Count every line below in which "each" occurs, then give only the count.

+ + + + + + +

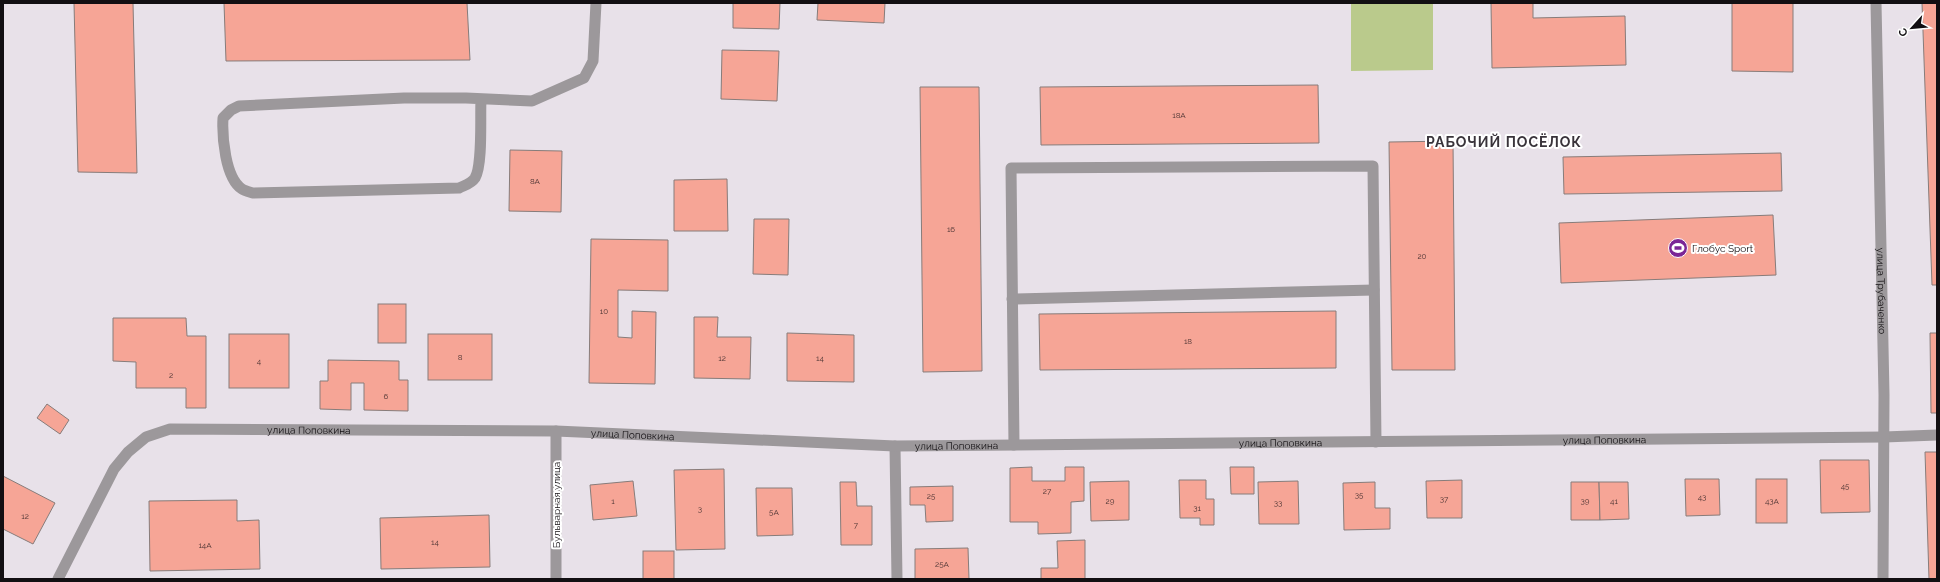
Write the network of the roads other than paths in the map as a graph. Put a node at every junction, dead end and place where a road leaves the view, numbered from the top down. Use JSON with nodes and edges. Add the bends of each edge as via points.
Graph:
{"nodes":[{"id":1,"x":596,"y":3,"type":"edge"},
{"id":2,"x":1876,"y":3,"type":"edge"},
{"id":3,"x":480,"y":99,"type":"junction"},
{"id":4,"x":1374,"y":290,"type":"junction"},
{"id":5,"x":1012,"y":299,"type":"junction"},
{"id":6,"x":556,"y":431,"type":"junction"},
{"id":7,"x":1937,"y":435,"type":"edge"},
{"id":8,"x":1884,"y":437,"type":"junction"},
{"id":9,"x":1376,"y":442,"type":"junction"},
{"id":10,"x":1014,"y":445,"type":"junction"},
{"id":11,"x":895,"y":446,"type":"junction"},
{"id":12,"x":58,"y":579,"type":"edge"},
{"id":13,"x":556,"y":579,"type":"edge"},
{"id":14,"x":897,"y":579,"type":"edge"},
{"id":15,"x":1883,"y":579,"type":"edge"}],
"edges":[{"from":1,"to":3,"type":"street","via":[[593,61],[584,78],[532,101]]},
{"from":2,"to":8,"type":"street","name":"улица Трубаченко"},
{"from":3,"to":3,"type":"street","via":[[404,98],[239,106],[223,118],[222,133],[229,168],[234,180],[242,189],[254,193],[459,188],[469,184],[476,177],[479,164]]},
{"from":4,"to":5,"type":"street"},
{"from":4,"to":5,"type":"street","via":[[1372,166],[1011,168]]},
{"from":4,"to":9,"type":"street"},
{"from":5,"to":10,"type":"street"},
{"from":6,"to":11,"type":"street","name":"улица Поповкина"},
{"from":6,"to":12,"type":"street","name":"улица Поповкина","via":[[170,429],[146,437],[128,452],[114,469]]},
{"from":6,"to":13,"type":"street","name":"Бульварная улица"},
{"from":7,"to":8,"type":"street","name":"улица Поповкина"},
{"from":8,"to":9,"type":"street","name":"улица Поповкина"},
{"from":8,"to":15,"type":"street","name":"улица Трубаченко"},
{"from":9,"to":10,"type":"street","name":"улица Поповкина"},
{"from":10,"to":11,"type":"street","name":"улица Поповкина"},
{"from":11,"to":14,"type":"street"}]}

+ + + + + + +

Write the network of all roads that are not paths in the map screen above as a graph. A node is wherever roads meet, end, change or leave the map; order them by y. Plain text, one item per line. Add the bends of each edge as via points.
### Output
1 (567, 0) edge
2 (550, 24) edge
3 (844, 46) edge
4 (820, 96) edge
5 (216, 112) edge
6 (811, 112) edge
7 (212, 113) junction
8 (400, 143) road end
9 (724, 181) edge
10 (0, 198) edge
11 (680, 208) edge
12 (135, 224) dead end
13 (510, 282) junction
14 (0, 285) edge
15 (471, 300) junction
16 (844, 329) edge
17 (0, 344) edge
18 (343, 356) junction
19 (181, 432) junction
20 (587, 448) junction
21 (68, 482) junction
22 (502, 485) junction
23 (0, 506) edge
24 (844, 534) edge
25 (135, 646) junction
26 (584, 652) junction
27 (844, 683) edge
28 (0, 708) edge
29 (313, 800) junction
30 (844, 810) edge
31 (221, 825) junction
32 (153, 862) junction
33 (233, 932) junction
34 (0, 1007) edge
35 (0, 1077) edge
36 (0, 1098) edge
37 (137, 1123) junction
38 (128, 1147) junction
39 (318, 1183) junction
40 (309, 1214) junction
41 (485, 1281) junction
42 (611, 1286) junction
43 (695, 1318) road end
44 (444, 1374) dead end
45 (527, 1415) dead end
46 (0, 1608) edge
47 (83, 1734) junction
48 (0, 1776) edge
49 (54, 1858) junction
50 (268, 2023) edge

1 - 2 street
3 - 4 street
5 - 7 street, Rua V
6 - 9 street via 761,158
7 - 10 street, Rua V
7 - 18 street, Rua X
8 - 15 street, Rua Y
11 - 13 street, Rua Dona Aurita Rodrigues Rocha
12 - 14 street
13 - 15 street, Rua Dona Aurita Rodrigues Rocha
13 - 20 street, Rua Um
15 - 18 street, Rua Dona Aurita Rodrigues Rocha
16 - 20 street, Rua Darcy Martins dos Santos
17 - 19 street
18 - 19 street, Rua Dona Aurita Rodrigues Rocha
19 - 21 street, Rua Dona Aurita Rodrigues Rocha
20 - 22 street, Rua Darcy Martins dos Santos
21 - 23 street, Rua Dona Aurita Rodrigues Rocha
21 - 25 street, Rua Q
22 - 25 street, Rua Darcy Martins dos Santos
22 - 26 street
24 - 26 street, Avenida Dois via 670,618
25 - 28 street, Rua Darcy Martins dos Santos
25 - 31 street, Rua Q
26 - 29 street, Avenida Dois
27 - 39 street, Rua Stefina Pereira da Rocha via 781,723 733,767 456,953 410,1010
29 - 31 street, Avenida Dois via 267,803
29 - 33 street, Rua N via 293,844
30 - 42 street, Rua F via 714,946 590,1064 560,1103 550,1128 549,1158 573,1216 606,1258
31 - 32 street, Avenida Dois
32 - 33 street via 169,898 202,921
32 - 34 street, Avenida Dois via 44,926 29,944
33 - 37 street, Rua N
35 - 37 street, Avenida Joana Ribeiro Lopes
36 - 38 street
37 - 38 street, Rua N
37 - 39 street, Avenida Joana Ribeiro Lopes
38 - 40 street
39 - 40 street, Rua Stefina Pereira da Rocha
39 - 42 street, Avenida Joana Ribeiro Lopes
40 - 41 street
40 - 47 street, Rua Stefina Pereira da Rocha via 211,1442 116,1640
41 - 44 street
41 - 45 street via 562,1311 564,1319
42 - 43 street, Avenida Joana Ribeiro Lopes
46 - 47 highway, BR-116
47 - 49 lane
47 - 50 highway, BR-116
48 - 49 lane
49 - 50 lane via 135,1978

+ + + + + + +

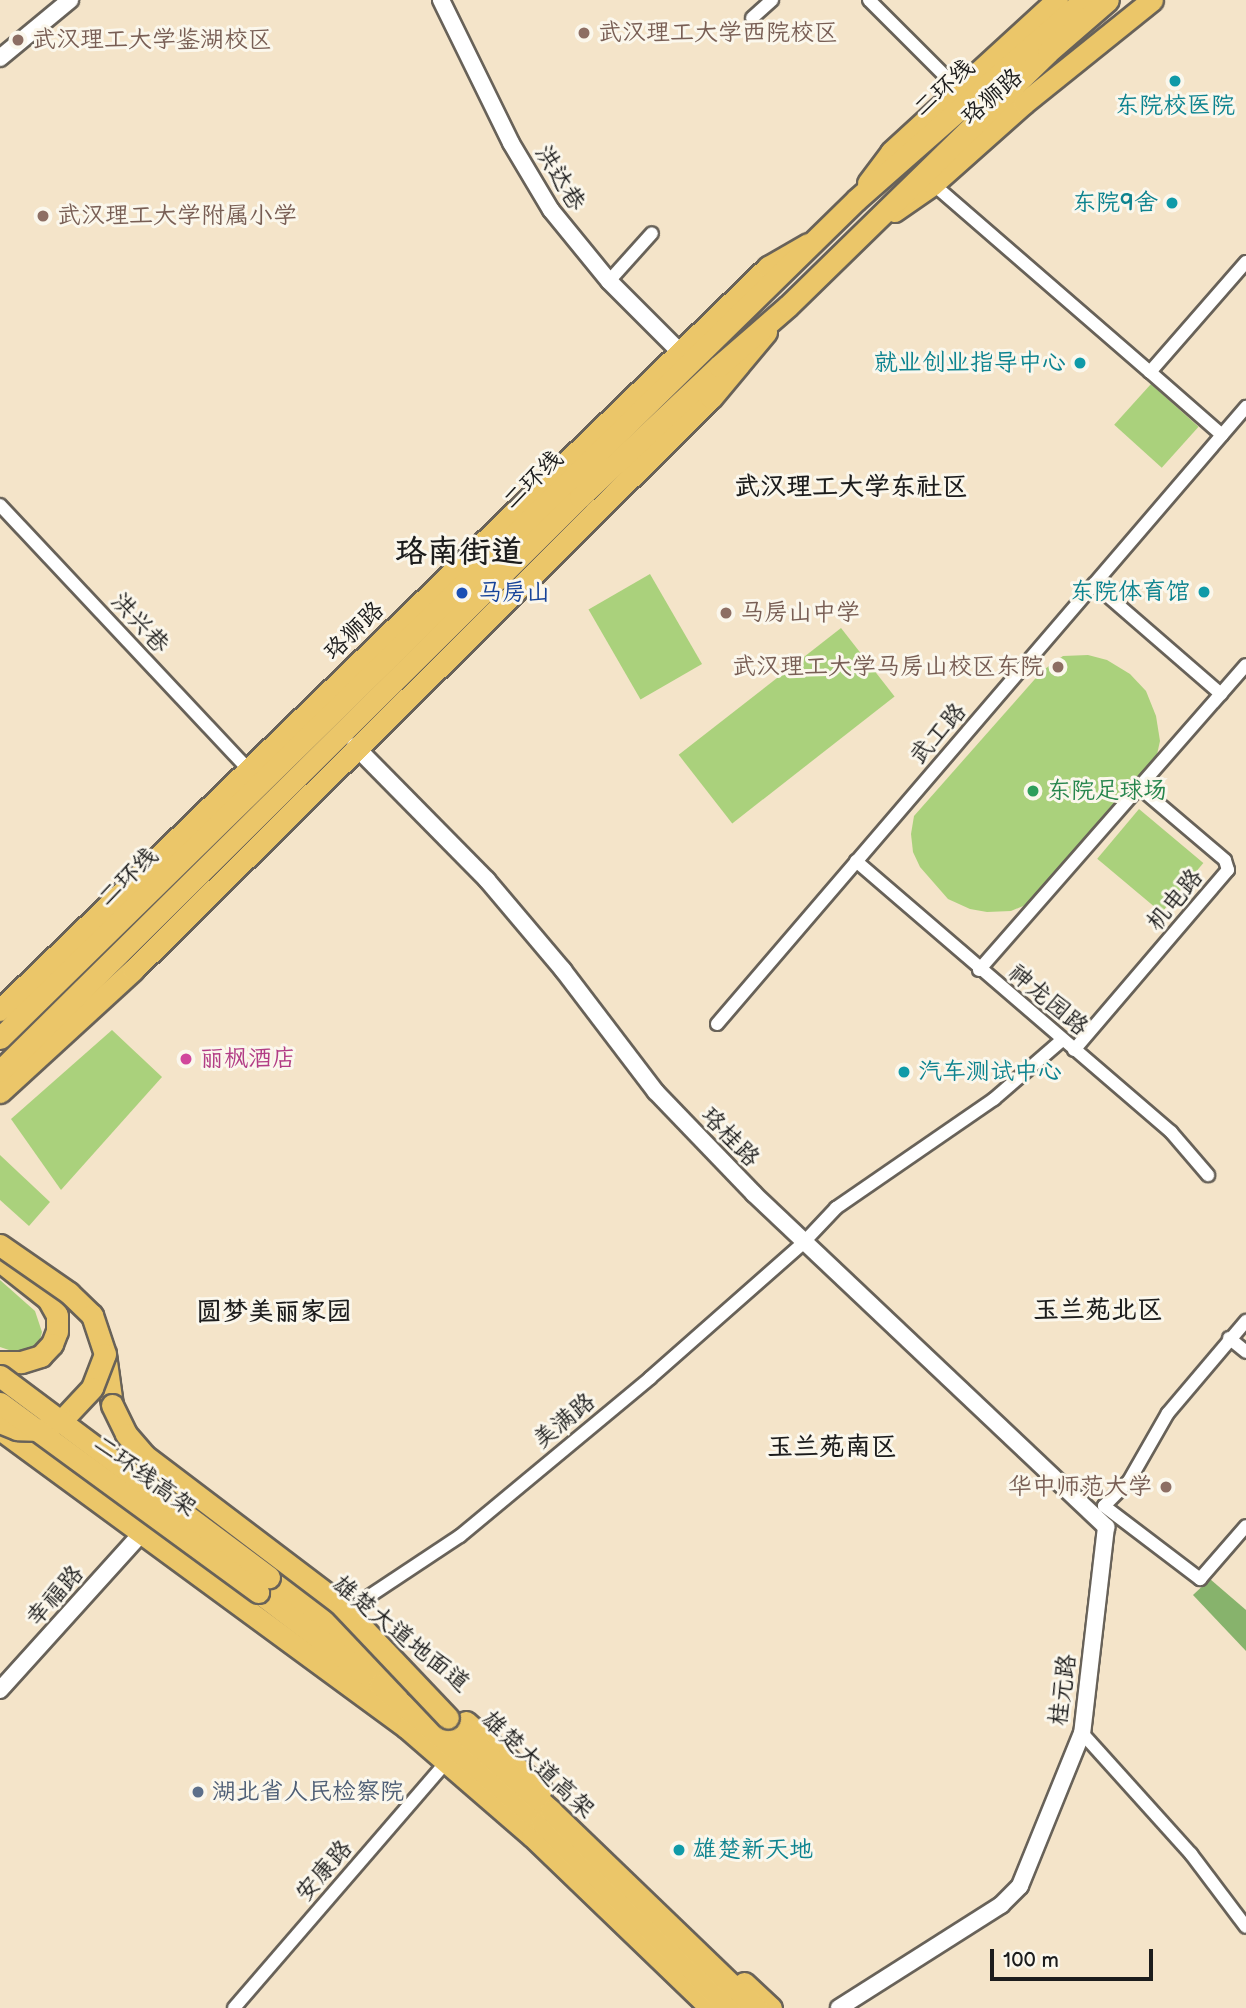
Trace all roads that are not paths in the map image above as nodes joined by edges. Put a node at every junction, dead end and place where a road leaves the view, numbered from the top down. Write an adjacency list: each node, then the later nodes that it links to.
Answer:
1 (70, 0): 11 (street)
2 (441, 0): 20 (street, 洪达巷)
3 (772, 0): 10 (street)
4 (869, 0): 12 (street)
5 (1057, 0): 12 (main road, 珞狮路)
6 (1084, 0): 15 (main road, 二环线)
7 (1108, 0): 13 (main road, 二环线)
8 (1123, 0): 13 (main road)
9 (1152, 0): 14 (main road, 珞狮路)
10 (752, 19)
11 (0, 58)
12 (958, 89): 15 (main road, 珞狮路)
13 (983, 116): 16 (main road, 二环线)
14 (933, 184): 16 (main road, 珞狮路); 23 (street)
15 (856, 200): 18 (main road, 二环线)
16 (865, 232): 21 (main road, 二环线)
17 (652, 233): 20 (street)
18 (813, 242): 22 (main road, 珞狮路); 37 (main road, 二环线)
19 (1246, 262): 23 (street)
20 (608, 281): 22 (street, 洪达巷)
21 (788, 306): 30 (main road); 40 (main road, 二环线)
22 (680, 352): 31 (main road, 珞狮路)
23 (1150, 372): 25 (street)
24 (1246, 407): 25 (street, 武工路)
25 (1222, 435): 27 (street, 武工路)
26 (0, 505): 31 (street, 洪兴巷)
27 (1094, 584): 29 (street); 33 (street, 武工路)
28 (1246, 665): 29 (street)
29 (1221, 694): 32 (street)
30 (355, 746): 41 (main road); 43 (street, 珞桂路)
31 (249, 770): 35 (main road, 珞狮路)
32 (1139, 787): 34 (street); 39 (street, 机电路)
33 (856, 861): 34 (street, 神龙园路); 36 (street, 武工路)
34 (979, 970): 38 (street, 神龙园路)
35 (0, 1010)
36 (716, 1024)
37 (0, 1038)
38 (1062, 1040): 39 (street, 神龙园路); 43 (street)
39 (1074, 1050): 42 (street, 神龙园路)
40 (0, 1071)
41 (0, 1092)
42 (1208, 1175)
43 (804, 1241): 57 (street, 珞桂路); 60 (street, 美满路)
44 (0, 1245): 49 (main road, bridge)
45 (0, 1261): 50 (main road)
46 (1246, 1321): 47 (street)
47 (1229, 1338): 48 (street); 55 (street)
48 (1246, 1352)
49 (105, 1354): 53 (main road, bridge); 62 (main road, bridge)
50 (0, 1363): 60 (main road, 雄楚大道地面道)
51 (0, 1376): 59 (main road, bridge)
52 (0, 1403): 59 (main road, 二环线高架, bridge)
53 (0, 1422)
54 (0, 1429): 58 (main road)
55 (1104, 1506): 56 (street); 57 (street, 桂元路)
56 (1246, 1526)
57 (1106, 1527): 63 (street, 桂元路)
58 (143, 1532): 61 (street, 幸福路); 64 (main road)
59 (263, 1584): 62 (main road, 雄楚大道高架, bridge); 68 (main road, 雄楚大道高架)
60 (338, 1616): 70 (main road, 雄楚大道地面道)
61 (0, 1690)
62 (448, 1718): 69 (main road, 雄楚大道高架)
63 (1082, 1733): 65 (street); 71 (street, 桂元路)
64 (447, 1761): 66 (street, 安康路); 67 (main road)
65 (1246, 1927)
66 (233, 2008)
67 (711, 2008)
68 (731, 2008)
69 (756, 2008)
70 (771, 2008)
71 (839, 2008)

+ + + + + + +

**SOLUTION FOR THIS EXERCISE**: 3